- _Exercise_
Pull every line containing the word "EAST" out of the material below.

[Start of section]

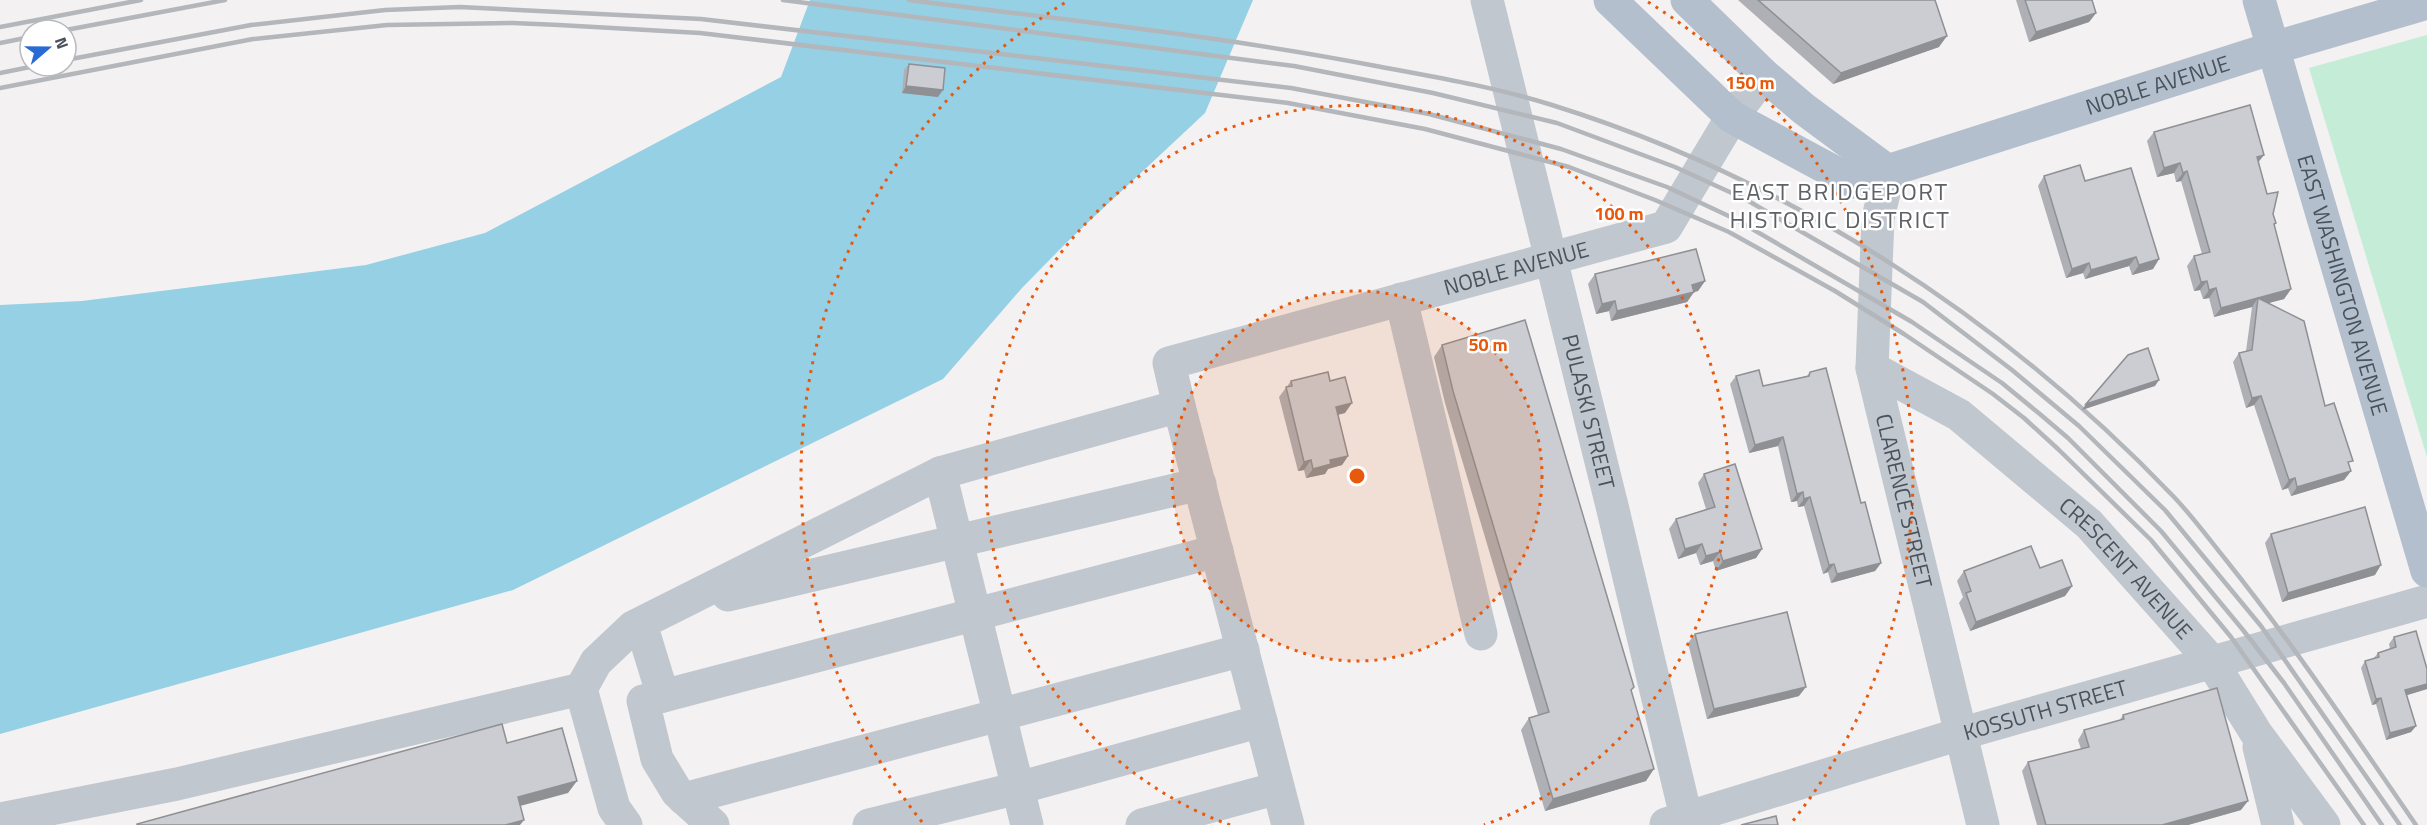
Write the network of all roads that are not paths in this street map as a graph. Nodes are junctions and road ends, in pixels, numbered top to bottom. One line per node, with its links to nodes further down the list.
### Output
1 (1486, 0): 10 (street, PULASKI STREET)
2 (1610, 0): 8 (main road)
3 (1687, 0): 7 (main road)
4 (2259, 0): 6 (main road, EAST WASHINGTON AVENUE)
5 (2427, 3): 6 (main road, NOBLE AVENUE)
6 (2272, 48): 9 (main road, NOBLE AVENUE); 18 (main road, EAST WASHINGTON AVENUE)
7 (1764, 75): 8 (street, NOBLE AVENUE); 9 (main road)
8 (1732, 117): 9 (main road); 10 (street, NOBLE AVENUE)
9 (1889, 172): 12 (street, CLARENCE STREET)
10 (1551, 257): 11 (street, NOBLE AVENUE); 36 (street, PULASKI STREET)
11 (1401, 299): 13 (street, NOBLE AVENUE); 23 (street)
12 (1872, 368): 25 (street, CRESCENT AVENUE); 31 (street, CLARENCE STREET)
13 (1179, 406): 14 (street); 15 (street)
14 (940, 473): 16 (street); 20 (street)
15 (1200, 484): 16 (street); 17 (street)
16 (957, 542): 20 (street); 21 (street)
17 (1217, 552): 21 (street); 24 (street)
18 (2427, 571)
19 (2427, 601): 25 (street, KOSSUTH STREET)
20 (674, 607): 22 (street)
21 (975, 614): 27 (street); 28 (street)
22 (641, 624): 26 (street); 27 (street)
23 (1481, 634)
24 (1242, 650): 28 (street); 29 (street)
25 (2212, 662): 30 (street, CRESCENT AVENUE); 31 (street, KOSSUTH STREET)
26 (581, 689): 35 (street); 37 (street)
27 (663, 696): 34 (street)
28 (1000, 715): 32 (street); 34 (street)
29 (1261, 722): 32 (street); 33 (street)
30 (2256, 733): 44 (street); 45 (street, CRESCENT AVENUE)
31 (1960, 734): 36 (street, KOSSUTH STREET); 43 (street, CLARENCE STREET)
32 (1018, 788): 39 (street); 40 (street)
33 (1278, 788): 41 (street); 42 (street)
34 (684, 799): 38 (street)
35 (0, 819)
36 (1680, 823)
37 (626, 825)
38 (713, 825)
39 (869, 825)
40 (1028, 825)
41 (1142, 825)
42 (1288, 825)
43 (1983, 825)
44 (2278, 825)
45 (2324, 825)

[End of section]

- _Problem solution_
4 (2259, 0): 6 (main road, EAST WASHINGTON AVENUE)
6 (2272, 48): 9 (main road, NOBLE AVENUE); 18 (main road, EAST WASHINGTON AVENUE)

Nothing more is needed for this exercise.